Our framework generates four types of strictly synchronized multimodal data for each target, with 500 samples per modality for each. The result dataset comprises 8000 images in total (4 targets × 4 modalities × 500 samples), with all modalities precisely aligned spatially and temporally. By grounding the generation process in physically consistent relative motion patterns, our method ensures that the synthetic data reflects various real mission scenarios, ranging from approach tracking to docking, while simultaneously providing rich multimodal ground truth to support algorithms for pose estimation, instance segmentation, and 3D reconstruction.

The main contributions of this work are as follows:

(1): Relative motion modeling with orbital constraints: Orbital dynamics equations are integrated into the data generation pipeline to construct physically plausible relative motion trajectories, ensuring the kinematic realism of simulated scenarios.
(2): Multi-source spacecraft ground truth data generation: RGB images, instance segmentation masks, depth maps, and surface normal maps are rendered synchronously, accompanied by precise 6-DoF pose ground truth, establishing a benchmark for related algorithm research.
(3): Physics-driven image degradation model: An end-to-end imaging chain model incorporating optical degradation and sensor noise is developed, effectively narrowing the domain gap between synthetic and real satellite imagery, thereby enhancing the generalization capability of models trained on synthetic data for real-world tasks.

2. Related Works

For space manipulation missions, academia and industry have released various spacecraft image datasets. A classic benchmark for spacecraft pose estimation is the Spacecraft Pose Estimation Dataset (SPEED) [15], which was provided for a satellite pose estimation challenge jointly organized by the European Space Agency and Stanford University. This dataset aims to support space object pose estimation tasks and comprises 15,300 images of the Tango satellite. Of these, 15,000 images are synthetic, generated using the OpenGL-based optical camera simulation software, while the remaining 300 are real images captured by the Rendezvous and Optical Navigation (TRON) facility at the Space Rendezvous Laboratory (SLAB). The SPEED provides images with a resolution of 1920 × 1200, annotated with quaternions and 3D depth information. In 2021, SPEED+ [16] was introduced as the next-generation dataset to address the cross-domain gap in spacecraft pose estimation. It contains 59,960 synthetic images generated by simulation software, split into training and validation sets in an 8:2 ratio. Additionally, it provides test set images captured by the TRON facility under different illumination sources: 6740 images under lampbox illumination and 2791 images under solar lamp illumination. Park et al. introduced the SHIRT dataset [17], which extends the SPEED+ dataset by providing continuous image sequences of a target mock satellite in simulated rendezvous scenarios. The dataset encompasses both synthetic images generated with OpenGL and Hardware-in-the-Loop (HIL) images captured from the TRON facility’s lightbox, corresponding to the same pose labels for two representative rendezvous orbital element (ROE) sets: ROE1 and ROE2. Subsequently, the authors proposed the SP3ER dataset [18], which contains over 60 distinct types of space objects. For each object, the dataset provides 1000 RGB images along with their corresponding binary masks.

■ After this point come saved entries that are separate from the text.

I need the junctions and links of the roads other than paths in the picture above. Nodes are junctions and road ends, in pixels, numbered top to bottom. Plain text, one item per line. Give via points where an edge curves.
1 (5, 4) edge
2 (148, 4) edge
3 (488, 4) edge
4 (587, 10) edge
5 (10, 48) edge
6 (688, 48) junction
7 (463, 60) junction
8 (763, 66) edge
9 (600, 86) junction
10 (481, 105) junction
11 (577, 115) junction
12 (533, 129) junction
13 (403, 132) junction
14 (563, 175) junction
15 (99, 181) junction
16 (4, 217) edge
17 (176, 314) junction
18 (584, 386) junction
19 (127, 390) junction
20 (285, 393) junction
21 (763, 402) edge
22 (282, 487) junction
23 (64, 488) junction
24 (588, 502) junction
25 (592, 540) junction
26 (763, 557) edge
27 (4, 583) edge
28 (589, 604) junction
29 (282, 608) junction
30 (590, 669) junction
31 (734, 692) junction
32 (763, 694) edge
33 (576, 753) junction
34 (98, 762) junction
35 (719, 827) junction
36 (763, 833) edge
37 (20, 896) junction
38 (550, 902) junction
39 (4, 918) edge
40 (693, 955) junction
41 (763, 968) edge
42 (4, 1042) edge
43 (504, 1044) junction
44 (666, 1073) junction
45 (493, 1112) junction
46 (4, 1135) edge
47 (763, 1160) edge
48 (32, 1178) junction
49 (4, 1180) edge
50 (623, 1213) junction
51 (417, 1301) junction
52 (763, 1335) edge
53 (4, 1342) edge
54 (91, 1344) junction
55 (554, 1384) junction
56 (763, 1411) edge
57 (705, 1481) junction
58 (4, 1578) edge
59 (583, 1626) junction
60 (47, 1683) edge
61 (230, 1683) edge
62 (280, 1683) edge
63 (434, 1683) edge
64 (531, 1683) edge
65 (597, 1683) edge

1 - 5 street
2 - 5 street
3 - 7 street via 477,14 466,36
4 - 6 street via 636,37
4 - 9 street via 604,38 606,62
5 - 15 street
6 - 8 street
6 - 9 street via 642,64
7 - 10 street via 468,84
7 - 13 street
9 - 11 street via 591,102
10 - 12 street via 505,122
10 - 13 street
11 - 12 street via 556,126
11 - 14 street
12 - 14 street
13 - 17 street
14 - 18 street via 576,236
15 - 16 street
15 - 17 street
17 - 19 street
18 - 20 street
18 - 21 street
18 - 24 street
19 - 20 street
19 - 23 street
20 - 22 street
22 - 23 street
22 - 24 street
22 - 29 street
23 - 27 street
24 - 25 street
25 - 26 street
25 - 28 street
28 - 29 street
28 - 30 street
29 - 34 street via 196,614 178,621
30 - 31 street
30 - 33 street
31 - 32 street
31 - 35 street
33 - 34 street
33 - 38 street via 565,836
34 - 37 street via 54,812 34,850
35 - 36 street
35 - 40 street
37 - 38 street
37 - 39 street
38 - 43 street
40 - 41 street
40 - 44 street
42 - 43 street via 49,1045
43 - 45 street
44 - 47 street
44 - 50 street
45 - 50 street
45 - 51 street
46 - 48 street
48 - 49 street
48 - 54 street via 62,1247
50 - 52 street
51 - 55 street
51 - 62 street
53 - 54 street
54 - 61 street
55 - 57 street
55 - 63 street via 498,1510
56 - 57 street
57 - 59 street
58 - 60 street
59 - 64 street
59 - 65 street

Huang et al. constructed a synthetic Wide Depth Illumination-Composite Dataset (WDICD) [19] for the spacecraft segmentation task. They proposed a pixel-level automatic semantic annotation method and, based on this, developed a structure-aware semantic segmentation framework for spacecraft components. Sam et al. introduced the SwiM spacecraft segmentation dataset [20], which comprises two versions: a baseline version (28,917 images) and an enhanced version (63,917 images), covering a variety of spacecraft configurations ranging from classic satellites to deep-space probes. The dataset’s unique value is reflected in three aspects: it pioneered the simulation of optoelectronic distortion and noise characteristics in space imaging; it achieved comprehensive coverage of illumination conditions, spacecraft poses, and environmental backgrounds by blending real and synthetic data; and all annotations are provided in a unified YOLO-format polygon contour representation, ensuring consistency in algorithm evaluation. Cao et al. generated the Spacecraft-DS dataset [21] through hardware-in-the-loop acquisition for key component detection and segmentation. This dataset encompasses two types of spacecraft, nine key components, three illumination types, and two motion states: approach and hover.

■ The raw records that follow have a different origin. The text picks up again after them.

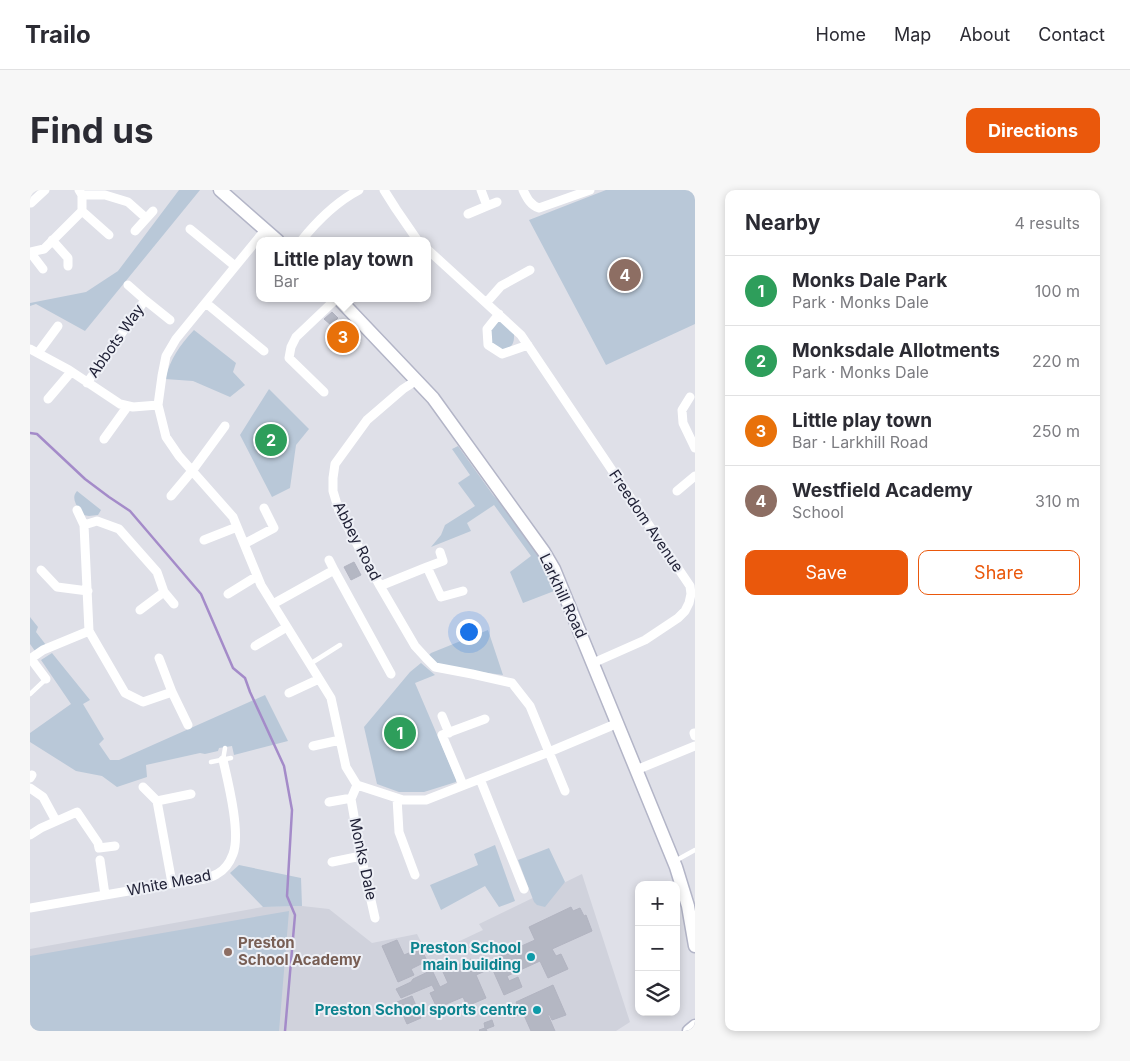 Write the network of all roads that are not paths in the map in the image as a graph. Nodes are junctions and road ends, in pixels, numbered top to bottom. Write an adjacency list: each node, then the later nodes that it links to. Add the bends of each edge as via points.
1 (45, 190): 12 (street)
2 (220, 190): 17 (street)
3 (359, 190): 10 (street)
4 (384, 190): 23 (street)
5 (481, 190): 13 (street)
6 (523, 190): 7 (street, via 539,208)
7 (590, 190)
8 (108, 192): 9 (street); 18 (street, via 150,215)
9 (80, 193): 14 (street)
10 (345, 193): 22 (street)
11 (497, 202): 13 (street)
12 (31, 203)
13 (487, 206): 15 (street)
14 (82, 211): 19 (street); 24 (street)
15 (468, 214)
16 (190, 229): 29 (street)
17 (265, 230): 20 (street); 21 (street)
18 (135, 231)
19 (109, 234)
20 (259, 237)
21 (273, 237)
22 (304, 237)
23 (415, 237)
24 (52, 240): 26 (street, via 44,249); 28 (street, via 68,258)
25 (256, 241): 29 (street)
26 (30, 252): 30 (street)
27 (431, 252): 37 (street, Freedom Avenue)
28 (68, 266)
29 (235, 266): 36 (street)
30 (43, 269)
31 (530, 270): 37 (street, via 501,286)
32 (128, 285): 33 (street, Abbots Way)
33 (145, 300): 39 (street, Abbots Way); 46 (street, Abbots Way)
34 (334, 302): 47 (street, via 296,337 289,358)
35 (342, 302): 45 (street, Larkhill Road)
36 (206, 303): 43 (street); 50 (street, via 166,356)
37 (486, 303): 38 (street, Freedom Avenue)
38 (499, 314): 41 (street, Freedom Avenue); 41 (street, via 487,330 488,345 502,354)
39 (170, 320)
40 (58, 326): 42 (street, Abbots Way)
41 (528, 345): 85 (street, Freedom Avenue, via 690,586 689,603 678,618 645,640)
42 (34, 351): 44 (street, Abbots Way)
43 (264, 351)
44 (71, 372): 46 (street, Abbots Way); 49 (street)
45 (416, 380): 71 (street, Abbey Road, via 367,420 335,464 332,478 339,510); 85 (street, Larkhill Road, via 435,400 544,552)
46 (87, 383): 51 (street, Abbots Way)
47 (324, 392)
48 (690, 397): 54 (street, via 682,410 683,423)
49 (48, 399)
50 (158, 405): 51 (street); 55 (street, via 166,437)
51 (127, 407): 53 (street)
52 (225, 426): 55 (street)
53 (104, 439)
54 (695, 448)
55 (192, 471): 58 (street); 62 (street, via 233,518)
56 (695, 476): 57 (street)
57 (677, 491)
58 (171, 496)
59 (264, 508): 64 (street, via 274,528)
60 (77, 510): 61 (street)
61 (84, 524): 72 (street); 74 (street, via 97,521 119,529 157,572)
62 (237, 527): 63 (street); 64 (street)
63 (204, 540)
64 (244, 544): 70 (street)
65 (442, 557): 67 (street, Abbey Road)
66 (329, 560): 69 (street)
67 (427, 567): 71 (street, Abbey Road); 73 (street, via 441,598)
68 (40, 570): 72 (street, via 57,587)
69 (334, 570): 77 (street); 87 (street)
70 (257, 576): 75 (street); 77 (street)
71 (380, 586): 102 (street, Abbey Road, via 415,646 435,667 512,683 530,706)
72 (88, 591): 80 (street)
73 (463, 591)
74 (164, 592): 76 (street); 78 (street)
75 (228, 594)
76 (174, 604)
77 (273, 604): 79 (street)
78 (140, 610)
79 (287, 627): 82 (street); 86 (street)
80 (89, 631): 84 (street, via 43,650); 90 (street, via 125,693 143,702)
81 (340, 645): 86 (lane)
82 (255, 646)
83 (158, 658): 90 (street)
84 (30, 659): 88 (street)
85 (593, 662): 95 (street, Larkhill Road)
86 (310, 664): 89 (street)
87 (391, 674)
88 (46, 678): 92 (lane)
89 (319, 679): 91 (street); 98 (street, via 331,698)
90 (172, 692): 96 (street)
91 (289, 693)
92 (30, 694)
93 (442, 716): 97 (street)
94 (485, 719): 97 (street)
95 (618, 723): 102 (street); 105 (street, Larkhill Road)
96 (188, 725)
97 (449, 732): 108 (street, via 442,735)
98 (340, 740): 99 (street); 107 (street, via 346,767)
99 (313, 746)
100 (695, 746): 105 (street)
101 (225, 748): 103 (lane)
102 (549, 752): 106 (street); 111 (street)
103 (227, 759): 104 (lane); 126 (street, White Mead, via 236,840 234,853 219,874)
104 (211, 762)
105 (636, 770): 124 (street, Larkhill Road)
106 (480, 779): 108 (street); 127 (street)
107 (357, 785): 113 (street); 114 (street, Monks Dale)
108 (463, 785): 113 (street, via 426,800)
109 (143, 787): 115 (street)
110 (30, 788): 117 (street, via 43,797)
111 (565, 791)
112 (190, 794): 115 (street)
113 (397, 798): 125 (street, via 399,832)
114 (351, 799): 116 (street, Monks Dale); 122 (street, Monks Dale)
115 (157, 801): 126 (street)
116 (328, 802)
117 (56, 821): 118 (street); 121 (street, via 77,812 98,843)
118 (30, 834)
119 (115, 846): 121 (street)
120 (695, 850): 124 (lane)
121 (100, 854): 128 (street)
122 (361, 856): 123 (street); 130 (street, Monks Dale)
123 (332, 862)
124 (674, 862): 131 (street, Larkhill Road, via 688,906)
125 (415, 875)
126 (172, 883): 128 (street, White Mead)
127 (524, 889)
128 (105, 895): 129 (street, White Mead)
129 (30, 908)
130 (375, 918)
131 (695, 946)
132 (695, 1026): 133 (street)
133 (689, 1031)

Proença et al. generated the URSO dataset [22] comprising images of the Soyuz and Dragon spacecraft using the Unreal Engine 4 simulator, with an image resolution of 1080 × 960. However, both the SPEED and URSO datasets primarily focus on pose estimation and do not provide any segmentation annotations. To address this, Duang et al. proposed a novel space imagery dataset [23] containing 3117 annotated space-based images of satellites and space stations at a resolution of 1280 × 720. The dataset covers 10,350 components from 3667 spacecraft, with the size of spacecraft in the images varying from as small as 100 pixels to nearly occupying the entire frame. To standardize benchmarking for segmentation methods, the dataset is partitioned into 2516 training images and 600 test images, and is intended for tasks such as spacecraft object detection, segmentation, and component recognition. Hematulin et al. created a synthetic dataset for spacecraft pose estimation [24] using the Unreal Engine 5 simulator. The work provides a detailed algorithm for pose sampling and image generation. The dataset includes images captured under harsh lighting conditions and against high-resolution backgrounds, featuring models of the Dragon, Soyuz, Tianzhou, and the Chang’E-6 ascent vehicle, totaling 40,000 high-resolution images. Each image is annotated with a pose vector representing the spacecraft’s relative position and orientation with respect to the camera.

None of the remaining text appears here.